Fu un fervente antifascista, e nel 1936 trascorse presso il carcere di San Vittore in Milano sei mesi di dura e ingiusta detenzione per cospirazione sovversiva; fu anche un vivace militante comunista, partecipando alla Resistenza e trovandosi poi sempre in testa a tutte le lotte politico-sociali (abbandonò, però, il Partito Comunista per dissidenza nel 1951). Nel 1938, insieme con Vasco Pratolini (1913-1991), fondò la rivista letteraria “Campo di Marte” che divenne il vessillo dell’emergente ermetismo.
Gatto, con i suoi primi versi toccanti e pieni di dolore esistenziale, si è posto sulla scia della poesia tradizionale patetico-melodica del conterraneo Salvatore Di Giacomo (1860-1934); in seguito, dinanzi a un mondo arcaico che andava scomparendo, divenne più allusivo e piuttosto ermetico (spesso coinvolto in meditazioni di morte). Le sue liriche, piene di un’interna musicalità come quella di un canto, ebbero il consenso della critica che in lui riconosceva un poeta estraneo agli stantii moduli della tradizione.
Fu anche un valido pittore (fece diverse mostre di tempere e acquarelli) e un colto critico d’arte, amante soprattutto della scultura e dell’architettura; ebbe il merito di diffondere nuovi e più arditi principi architettonici nell’orrenda Italia del regime fascista.
Fu nominato professore di lettere per chiara fama presso il Liceo Artistico di Bologna.
Amò molto il ciclismo: seguì per l’“Unità” i giri d’Italia del 1947 e 1948 (insieme a Pratolini), e due Tour de France nel 1957 e 1958. Dal 1974 fu collaboratore sportivo per il quotidiano milanese “Il Giornale”, di cui era direttore Indro Montanelli.

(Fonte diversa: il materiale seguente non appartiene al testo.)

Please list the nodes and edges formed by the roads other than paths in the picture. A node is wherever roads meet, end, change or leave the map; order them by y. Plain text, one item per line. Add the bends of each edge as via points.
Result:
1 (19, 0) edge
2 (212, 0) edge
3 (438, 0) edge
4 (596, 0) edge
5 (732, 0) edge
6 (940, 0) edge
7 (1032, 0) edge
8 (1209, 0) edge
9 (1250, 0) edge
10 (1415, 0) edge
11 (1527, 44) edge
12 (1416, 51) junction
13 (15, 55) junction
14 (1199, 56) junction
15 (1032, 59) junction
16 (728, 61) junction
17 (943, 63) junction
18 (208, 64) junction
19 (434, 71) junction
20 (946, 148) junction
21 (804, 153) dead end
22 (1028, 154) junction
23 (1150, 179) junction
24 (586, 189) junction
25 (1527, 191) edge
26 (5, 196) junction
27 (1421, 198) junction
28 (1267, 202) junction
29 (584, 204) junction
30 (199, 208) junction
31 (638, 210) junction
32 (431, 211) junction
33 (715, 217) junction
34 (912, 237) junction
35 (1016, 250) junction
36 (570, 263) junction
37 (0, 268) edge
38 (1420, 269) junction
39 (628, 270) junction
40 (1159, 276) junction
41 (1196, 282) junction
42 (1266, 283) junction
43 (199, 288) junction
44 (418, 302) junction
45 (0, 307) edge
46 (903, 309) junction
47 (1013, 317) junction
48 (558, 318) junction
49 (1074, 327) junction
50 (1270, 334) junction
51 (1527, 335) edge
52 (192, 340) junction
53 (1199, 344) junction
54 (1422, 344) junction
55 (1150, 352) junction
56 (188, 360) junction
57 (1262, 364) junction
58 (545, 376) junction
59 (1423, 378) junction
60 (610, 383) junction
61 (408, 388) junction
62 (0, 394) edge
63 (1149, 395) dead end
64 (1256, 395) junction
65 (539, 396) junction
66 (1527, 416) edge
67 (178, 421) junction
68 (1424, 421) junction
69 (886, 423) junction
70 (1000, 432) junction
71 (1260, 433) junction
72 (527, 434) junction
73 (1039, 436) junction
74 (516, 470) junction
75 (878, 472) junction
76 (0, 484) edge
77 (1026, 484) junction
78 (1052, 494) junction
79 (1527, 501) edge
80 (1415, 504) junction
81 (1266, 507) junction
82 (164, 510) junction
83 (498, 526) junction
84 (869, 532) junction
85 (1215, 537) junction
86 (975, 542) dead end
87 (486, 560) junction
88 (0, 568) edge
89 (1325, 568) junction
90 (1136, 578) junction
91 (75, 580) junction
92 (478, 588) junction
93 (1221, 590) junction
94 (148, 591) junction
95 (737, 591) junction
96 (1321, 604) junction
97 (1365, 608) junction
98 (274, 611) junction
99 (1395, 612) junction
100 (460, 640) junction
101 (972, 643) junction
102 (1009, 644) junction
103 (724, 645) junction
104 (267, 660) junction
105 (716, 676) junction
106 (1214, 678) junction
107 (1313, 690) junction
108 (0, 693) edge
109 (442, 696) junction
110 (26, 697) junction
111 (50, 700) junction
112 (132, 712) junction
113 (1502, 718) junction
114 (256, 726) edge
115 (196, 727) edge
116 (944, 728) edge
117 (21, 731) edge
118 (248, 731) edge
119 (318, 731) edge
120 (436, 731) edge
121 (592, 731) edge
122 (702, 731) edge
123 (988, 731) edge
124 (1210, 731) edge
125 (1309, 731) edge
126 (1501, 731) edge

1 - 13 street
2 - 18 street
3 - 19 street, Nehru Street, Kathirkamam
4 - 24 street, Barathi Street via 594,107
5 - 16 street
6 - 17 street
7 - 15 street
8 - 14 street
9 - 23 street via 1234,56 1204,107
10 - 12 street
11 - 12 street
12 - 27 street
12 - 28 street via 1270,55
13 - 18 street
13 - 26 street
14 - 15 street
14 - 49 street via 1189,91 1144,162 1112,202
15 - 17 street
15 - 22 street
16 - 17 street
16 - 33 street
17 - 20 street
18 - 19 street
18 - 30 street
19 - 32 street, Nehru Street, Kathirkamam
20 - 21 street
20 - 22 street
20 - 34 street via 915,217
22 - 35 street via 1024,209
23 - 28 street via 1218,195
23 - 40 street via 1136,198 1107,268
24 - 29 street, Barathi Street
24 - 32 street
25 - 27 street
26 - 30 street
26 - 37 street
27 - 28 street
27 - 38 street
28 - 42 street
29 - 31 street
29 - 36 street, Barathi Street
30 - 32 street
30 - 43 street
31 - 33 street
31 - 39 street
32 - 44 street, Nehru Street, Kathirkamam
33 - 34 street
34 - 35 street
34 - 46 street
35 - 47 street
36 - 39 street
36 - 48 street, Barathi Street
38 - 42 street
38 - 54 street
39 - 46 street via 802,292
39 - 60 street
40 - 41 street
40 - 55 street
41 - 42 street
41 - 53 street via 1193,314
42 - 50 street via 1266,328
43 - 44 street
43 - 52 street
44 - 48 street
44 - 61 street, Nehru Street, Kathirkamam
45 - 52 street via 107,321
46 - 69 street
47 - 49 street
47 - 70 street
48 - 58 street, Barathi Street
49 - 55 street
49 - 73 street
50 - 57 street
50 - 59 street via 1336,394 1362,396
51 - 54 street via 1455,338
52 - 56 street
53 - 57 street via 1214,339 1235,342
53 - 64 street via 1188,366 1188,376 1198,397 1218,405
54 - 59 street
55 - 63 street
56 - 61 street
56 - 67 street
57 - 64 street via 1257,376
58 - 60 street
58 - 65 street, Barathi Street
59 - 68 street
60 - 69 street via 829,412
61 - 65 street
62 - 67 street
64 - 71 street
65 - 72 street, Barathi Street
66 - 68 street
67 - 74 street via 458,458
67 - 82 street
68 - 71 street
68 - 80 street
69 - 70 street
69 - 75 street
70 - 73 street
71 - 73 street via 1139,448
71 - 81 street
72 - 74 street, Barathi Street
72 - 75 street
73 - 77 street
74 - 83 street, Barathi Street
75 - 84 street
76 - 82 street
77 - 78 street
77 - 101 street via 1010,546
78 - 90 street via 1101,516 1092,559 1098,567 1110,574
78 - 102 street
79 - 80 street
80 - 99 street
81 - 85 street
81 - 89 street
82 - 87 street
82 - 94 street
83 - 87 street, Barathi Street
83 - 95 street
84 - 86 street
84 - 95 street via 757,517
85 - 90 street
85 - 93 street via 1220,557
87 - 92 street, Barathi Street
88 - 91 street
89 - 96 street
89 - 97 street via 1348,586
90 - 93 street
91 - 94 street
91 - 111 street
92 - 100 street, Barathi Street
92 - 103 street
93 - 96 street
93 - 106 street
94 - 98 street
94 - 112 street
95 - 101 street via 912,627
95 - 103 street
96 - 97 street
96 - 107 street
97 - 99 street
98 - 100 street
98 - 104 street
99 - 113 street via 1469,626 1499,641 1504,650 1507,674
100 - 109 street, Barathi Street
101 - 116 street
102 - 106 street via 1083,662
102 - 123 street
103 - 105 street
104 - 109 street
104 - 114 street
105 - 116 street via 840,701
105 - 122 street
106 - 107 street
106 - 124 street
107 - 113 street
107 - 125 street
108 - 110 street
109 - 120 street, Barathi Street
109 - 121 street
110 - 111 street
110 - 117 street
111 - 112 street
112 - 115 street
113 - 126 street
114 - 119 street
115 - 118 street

Predilesse anche il cinema, per il quale ricoprì ruoli da caratterista, donando il suo volto mobile ed espressivo in film di Pier Paolo Pasolini (“Il Vangelo secondo Matteo del 1964 e “Teorema” del 1968), di Francesco Rosi (“Cadaveri eccellenti” del 1976) e di Mario Monicelli (“Caro Michele” del 1976). Dal 1961 collaborò con la RAI-TV, trasferendosi definitivamente a Roma.
Intellettuale di sinistra, forgiato dalla militanza e dall’impegno civile, fu guidato dal desiderio urgente di rinnovare i contenuti e le forme dell’arte. In “Amore della vita” fece una commossa esaltazione dei Martiri della Resistenza («Tutto di noi gran tempo ebbe la morte. / ...Tornerà tornerà, / d’un balzo il cuore / desto / avrà parole? / …I morti, i vinti, chi li desterà?»), ma la sua poesia non fu soltanto politica ma anche dedicata all’amore e alla quotidianità, alla rimembranza e all’oblio, alla Natura e alla Terra, con il pieno coinvolgimento del poeta nel dolore e nelle pene di tutti («Immeritata la gioia / che non sia di tutti / e i nostri lutti / che non son nostri...»).
Dalla prima moglie, Agnese Jole Turco, ebbe due figlie, Marina e Paola; dalla seconda compagna, la pittrice triestina Graziana Pentich, ebbe due figli, Leone e Teodoro (quest’ultimo morto prematuramente nel 1962).
A sessantacinque anni un incidente automobilistico (occorsogli in Orbetello) lo strappò ai suoi vagabondaggi e al suo inquieto esistere, spegnendo prematuramente una voce che agognava all’«assolutezza naturale». Il poeta Eugenio Montale (1896-1981) dettò la seguente iscrizione sulla sua tomba: «Ad Alfonso Gatto / per cui vita e poesie / furono un’unica testimonianza / d’amore».